Jason Wright (born 26 December 1994) is a Jamaican footballer who plays as a forward and captains Molynes United.

== College career ==
Wright played for Rutgers University where he made 59 appearances scoring 29 goals and a total of 13 assists. Wright received several awards during his tenure at Rutgers including a NSCCAA All-American selection. He transferred to Clemson University to complete his senior year. While at Clemson University he made 19 appearances scoring 8 goals and adding 3 assists.

== Professional career ==

Wright began his career at Cavalier and moved to Humble Lions after one season.

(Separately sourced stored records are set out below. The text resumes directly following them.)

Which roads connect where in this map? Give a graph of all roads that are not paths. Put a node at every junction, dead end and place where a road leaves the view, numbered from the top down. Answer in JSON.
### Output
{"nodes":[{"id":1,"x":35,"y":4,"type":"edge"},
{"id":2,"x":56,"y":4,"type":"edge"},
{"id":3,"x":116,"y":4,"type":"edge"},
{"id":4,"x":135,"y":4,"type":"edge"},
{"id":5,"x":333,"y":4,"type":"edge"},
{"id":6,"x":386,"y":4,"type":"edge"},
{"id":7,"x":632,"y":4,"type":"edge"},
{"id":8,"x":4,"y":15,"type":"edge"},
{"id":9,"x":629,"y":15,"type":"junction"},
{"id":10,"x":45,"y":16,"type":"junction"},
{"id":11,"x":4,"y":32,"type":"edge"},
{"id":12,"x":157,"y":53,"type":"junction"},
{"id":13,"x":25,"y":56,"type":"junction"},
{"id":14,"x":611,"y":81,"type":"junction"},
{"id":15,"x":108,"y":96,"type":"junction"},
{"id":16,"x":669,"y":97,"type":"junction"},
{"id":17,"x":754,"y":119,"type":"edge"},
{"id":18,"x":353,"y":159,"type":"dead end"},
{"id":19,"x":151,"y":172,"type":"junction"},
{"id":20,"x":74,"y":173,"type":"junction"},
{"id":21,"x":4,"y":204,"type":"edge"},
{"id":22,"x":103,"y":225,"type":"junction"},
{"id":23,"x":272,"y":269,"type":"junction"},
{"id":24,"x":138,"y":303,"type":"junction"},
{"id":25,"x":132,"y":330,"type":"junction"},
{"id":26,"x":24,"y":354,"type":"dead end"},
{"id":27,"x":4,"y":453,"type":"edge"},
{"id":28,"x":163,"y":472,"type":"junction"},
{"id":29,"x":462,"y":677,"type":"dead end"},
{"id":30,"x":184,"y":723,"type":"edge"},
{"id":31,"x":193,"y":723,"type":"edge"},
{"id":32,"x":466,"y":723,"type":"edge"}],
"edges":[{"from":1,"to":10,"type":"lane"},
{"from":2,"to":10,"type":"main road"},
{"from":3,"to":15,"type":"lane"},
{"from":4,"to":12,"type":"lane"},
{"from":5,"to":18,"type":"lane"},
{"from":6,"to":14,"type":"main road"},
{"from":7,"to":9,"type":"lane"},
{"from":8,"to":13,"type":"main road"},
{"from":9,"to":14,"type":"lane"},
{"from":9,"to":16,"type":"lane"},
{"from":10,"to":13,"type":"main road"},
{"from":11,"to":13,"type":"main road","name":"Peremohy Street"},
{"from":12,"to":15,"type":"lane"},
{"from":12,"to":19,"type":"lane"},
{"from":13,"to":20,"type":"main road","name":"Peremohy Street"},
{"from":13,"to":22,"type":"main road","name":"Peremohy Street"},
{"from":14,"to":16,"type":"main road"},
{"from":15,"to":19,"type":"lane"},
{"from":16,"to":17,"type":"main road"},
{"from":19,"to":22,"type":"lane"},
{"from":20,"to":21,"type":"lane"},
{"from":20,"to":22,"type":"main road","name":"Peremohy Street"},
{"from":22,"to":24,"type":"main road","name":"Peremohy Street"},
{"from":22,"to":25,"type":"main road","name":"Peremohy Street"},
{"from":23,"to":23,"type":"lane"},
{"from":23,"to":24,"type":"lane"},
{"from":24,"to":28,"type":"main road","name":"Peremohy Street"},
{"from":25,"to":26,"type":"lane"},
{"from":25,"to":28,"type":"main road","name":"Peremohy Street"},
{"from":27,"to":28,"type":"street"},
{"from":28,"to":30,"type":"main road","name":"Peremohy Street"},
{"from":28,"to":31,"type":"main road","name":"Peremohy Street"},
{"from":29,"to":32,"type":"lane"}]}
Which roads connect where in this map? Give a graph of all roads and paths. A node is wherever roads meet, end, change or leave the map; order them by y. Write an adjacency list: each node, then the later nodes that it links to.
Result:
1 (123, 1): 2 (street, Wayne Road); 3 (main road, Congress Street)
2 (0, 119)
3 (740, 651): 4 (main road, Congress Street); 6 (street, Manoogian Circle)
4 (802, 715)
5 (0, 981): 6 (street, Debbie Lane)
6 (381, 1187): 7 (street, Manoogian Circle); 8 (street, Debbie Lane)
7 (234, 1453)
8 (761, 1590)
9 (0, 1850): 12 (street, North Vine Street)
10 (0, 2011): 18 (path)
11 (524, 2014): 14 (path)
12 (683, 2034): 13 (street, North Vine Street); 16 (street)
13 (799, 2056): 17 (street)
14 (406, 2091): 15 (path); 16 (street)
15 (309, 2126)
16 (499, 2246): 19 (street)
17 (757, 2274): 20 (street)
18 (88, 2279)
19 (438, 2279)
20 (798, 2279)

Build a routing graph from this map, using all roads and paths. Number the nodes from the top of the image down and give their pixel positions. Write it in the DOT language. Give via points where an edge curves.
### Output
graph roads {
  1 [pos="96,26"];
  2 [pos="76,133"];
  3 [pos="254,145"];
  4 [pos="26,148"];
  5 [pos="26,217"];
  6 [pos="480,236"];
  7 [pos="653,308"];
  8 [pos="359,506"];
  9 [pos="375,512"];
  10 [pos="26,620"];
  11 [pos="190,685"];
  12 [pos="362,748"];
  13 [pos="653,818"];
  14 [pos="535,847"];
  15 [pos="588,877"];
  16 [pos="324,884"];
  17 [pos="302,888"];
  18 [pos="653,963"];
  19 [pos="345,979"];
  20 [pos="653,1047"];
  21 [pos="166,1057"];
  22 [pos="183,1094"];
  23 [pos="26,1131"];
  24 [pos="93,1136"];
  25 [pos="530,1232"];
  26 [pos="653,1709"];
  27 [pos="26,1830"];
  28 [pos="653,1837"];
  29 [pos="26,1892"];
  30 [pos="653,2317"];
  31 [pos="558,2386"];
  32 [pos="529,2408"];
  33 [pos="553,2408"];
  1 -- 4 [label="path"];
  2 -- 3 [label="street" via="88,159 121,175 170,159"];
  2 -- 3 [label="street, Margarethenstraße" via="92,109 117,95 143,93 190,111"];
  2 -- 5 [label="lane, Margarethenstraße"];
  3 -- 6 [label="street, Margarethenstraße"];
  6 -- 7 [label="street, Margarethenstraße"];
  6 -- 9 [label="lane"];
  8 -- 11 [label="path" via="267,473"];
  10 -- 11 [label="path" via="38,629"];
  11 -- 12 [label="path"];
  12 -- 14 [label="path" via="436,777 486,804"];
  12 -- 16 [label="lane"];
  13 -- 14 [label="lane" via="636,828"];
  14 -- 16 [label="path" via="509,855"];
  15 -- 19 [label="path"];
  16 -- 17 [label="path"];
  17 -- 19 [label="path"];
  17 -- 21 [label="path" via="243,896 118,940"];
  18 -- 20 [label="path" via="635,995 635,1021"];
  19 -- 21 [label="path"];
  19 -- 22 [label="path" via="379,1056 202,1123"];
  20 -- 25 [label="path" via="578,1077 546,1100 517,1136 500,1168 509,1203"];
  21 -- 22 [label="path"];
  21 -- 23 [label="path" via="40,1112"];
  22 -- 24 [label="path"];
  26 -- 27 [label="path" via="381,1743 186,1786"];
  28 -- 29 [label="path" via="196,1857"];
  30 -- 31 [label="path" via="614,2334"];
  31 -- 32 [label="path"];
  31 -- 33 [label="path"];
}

After impressing at Humble Lions, Wright signed with Romanian superliga club CS Mioveni in February 2022 becoming the first Jamaican in history to play in Romania superliga. Wright returned to Jamaica and signed with Molynes United in September 2022.

Wright netted a hat-trick for Molynes United in an entertaining 4–3 win over Tivoli Gardens in the 2022-23 Jamaica Premier League season.

== International career ==

Wright netted a brace for the Jamaica Under-17 team in a 2–1 win over Honduras in the 2011 CONCACAF Under-17 quarter-finals to secure Jamaica's passage to the 2011 FIFA Under-17 World Cup in Mexico. Wright was the joint leading goal scorer at the 2011 Under-17 Concacaf championship. Wright went on to represent the Jamaica Under-20 and Jamaica Under-23 level. Wright has made two appearances for Jamaica's national team against their heart rival Trinidad and Tobago in February and March 2024.